The hype surrounding Google’s (News - Alert) Glass is at an all-time high, and the two opposing camps arguing the merits of the device are equally passionate about the effects this type of technology will have in our culture. No matter which side you stand on, one thing you have to admit is Google has done a masterful job in marketing this product. The people that want the glasses are willing to do almost anything to obtain them and this further fuels the hype and demand. The glasses have been dissected from virtually every angle and one of the latest inquiries has been whether or not they’ll be able to accommodate prescription lenses, and the answer is a definite yes, according to Google.
To prove this point, Google has published a picture of Greg Priest-Dorman, a member of the Glass team wearing a prototype the company’s testing with prescription lenses. The design is still not ready for production and will not be available for the Explorer Edition’s, but might be available later this year.
The question is will people wearing prescription glasses want to add this piece of hardware on their glasses? The answer of course depends on the person and how much use they can get out of the device. People wearing glasses might be the first adopters of this technology because they are already used to wearing something on their face and if it is designed to fit seamlessly they will not be as inconvenienced as people that don’t wear glasses.

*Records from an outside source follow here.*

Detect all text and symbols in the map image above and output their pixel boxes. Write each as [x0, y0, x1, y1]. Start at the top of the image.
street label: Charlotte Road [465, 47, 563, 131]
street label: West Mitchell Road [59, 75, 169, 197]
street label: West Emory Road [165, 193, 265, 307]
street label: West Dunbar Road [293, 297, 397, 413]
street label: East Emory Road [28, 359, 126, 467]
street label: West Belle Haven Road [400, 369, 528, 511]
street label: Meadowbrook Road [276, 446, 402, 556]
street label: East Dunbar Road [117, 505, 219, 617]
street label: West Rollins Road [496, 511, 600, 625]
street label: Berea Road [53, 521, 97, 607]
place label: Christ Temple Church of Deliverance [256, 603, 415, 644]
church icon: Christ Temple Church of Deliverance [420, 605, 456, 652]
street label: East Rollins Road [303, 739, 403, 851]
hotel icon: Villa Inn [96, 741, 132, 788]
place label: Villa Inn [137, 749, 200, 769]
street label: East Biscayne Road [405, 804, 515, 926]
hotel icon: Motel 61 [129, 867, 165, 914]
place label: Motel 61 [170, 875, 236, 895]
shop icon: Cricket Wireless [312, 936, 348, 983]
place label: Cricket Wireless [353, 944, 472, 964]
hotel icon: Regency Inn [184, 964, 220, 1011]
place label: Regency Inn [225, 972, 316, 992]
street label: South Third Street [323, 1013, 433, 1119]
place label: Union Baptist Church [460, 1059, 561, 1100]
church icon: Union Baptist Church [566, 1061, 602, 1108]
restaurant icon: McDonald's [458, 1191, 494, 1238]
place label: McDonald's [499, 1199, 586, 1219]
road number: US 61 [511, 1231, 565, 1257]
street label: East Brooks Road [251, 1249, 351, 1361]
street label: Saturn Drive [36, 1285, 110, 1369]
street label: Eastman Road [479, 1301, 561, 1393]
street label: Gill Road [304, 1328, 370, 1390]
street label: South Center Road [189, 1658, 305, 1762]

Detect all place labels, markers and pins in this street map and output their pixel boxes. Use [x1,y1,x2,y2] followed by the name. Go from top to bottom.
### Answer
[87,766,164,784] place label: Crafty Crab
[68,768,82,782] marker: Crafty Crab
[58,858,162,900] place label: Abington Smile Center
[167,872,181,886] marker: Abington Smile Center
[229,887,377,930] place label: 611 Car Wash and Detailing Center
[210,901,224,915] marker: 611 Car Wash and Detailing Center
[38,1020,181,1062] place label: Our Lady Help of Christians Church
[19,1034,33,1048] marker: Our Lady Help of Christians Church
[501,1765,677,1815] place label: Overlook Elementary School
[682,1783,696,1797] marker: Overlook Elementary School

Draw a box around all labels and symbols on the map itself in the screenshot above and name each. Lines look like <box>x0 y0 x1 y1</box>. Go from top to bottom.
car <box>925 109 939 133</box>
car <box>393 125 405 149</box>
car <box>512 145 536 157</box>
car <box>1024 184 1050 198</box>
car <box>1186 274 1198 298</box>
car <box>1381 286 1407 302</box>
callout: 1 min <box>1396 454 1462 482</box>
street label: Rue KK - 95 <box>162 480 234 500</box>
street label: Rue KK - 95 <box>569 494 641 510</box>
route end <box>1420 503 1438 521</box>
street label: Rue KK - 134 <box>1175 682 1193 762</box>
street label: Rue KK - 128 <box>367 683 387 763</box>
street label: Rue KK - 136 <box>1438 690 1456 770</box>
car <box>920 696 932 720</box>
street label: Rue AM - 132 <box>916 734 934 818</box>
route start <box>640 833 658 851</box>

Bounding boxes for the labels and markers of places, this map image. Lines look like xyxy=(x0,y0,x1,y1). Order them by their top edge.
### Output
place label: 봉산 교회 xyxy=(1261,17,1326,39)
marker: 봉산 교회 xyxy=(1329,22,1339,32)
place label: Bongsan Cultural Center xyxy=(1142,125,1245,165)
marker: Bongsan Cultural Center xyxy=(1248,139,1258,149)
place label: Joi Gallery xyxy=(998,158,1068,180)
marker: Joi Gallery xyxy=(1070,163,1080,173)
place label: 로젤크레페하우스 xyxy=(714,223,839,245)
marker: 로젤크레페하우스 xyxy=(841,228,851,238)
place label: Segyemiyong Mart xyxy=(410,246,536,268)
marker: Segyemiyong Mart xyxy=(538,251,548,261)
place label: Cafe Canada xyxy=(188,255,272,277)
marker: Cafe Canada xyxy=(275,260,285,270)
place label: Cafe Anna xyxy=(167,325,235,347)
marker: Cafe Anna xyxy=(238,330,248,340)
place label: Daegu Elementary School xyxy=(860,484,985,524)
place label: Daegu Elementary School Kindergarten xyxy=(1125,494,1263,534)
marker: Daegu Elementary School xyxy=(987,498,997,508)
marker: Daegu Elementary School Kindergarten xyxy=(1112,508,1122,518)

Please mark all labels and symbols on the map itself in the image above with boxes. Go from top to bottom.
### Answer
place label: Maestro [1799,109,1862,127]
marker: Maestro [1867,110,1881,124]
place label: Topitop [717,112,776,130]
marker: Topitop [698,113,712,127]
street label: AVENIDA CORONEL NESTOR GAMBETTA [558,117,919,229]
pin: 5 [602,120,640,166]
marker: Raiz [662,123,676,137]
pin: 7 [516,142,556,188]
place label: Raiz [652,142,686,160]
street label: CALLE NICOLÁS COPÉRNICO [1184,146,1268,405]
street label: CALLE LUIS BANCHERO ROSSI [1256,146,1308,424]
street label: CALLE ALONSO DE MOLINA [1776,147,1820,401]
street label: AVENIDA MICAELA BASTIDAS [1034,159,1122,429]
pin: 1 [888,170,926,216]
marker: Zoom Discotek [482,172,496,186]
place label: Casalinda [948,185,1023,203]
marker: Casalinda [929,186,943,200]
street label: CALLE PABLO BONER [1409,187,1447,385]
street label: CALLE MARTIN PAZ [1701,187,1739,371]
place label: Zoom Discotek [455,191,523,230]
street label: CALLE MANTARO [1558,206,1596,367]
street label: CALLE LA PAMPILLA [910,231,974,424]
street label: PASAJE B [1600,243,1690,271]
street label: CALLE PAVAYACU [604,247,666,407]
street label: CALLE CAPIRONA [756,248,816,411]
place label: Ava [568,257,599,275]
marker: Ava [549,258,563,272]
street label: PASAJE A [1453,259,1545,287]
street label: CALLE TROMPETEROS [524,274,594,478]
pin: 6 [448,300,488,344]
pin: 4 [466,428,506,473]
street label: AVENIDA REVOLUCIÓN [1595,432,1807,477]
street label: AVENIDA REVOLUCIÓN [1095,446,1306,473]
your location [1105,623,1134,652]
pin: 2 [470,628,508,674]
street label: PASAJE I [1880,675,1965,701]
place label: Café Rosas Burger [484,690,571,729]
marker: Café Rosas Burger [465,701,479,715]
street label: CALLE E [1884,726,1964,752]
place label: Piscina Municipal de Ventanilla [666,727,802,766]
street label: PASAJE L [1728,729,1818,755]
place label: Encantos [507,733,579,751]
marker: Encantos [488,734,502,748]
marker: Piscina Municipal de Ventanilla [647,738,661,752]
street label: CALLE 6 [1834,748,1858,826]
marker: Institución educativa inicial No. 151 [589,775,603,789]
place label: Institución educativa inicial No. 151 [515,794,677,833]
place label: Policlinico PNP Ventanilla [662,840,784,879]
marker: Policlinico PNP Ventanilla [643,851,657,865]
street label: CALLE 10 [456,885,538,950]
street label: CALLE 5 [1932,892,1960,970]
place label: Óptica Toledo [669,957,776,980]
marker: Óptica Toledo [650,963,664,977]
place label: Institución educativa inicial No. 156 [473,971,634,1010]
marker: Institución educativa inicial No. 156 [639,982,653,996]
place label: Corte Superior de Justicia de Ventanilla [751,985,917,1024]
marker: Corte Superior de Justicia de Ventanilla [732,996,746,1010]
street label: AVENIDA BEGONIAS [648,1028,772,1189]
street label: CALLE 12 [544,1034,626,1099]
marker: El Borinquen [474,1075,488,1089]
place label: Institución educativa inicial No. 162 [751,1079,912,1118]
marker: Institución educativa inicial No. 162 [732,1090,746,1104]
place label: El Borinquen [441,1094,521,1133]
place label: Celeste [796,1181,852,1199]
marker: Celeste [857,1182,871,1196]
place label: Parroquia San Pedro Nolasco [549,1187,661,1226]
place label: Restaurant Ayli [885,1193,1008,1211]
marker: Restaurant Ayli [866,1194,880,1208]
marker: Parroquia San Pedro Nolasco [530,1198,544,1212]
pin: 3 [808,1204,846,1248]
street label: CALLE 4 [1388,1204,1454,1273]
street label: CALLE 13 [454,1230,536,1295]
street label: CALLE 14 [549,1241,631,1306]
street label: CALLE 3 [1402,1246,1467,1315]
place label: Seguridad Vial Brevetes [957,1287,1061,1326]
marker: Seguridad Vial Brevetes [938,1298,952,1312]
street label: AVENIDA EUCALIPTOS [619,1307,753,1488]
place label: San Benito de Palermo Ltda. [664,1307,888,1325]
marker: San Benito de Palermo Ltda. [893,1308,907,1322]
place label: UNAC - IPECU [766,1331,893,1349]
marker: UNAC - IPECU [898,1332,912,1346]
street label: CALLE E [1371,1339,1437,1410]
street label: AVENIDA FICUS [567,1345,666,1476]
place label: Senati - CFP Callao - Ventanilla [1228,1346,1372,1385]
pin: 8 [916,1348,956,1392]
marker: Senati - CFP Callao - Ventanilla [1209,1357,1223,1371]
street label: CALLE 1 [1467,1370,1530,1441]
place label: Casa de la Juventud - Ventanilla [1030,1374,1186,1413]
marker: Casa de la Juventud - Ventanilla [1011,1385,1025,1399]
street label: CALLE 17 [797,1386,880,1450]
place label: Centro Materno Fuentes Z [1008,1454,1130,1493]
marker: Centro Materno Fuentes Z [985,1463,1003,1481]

Looking at it as a therapeutic tool, Glass can be used to provide many forms of assistance for visually impaired individuals around the world. This might not have been the primary application when Google was first designing Glass, but it is only a matter of time before apps are designed to help individuals with different kinds of handicaps to navigate through their environment more effectively.
Currently, Glass is only available if you were the lucky few who received the Explorer units at a $1500 price tag (News - Alert). The rest of us will have to wait until it is released sometime this year, but don’t worry you won’t have to pay $1500 for them.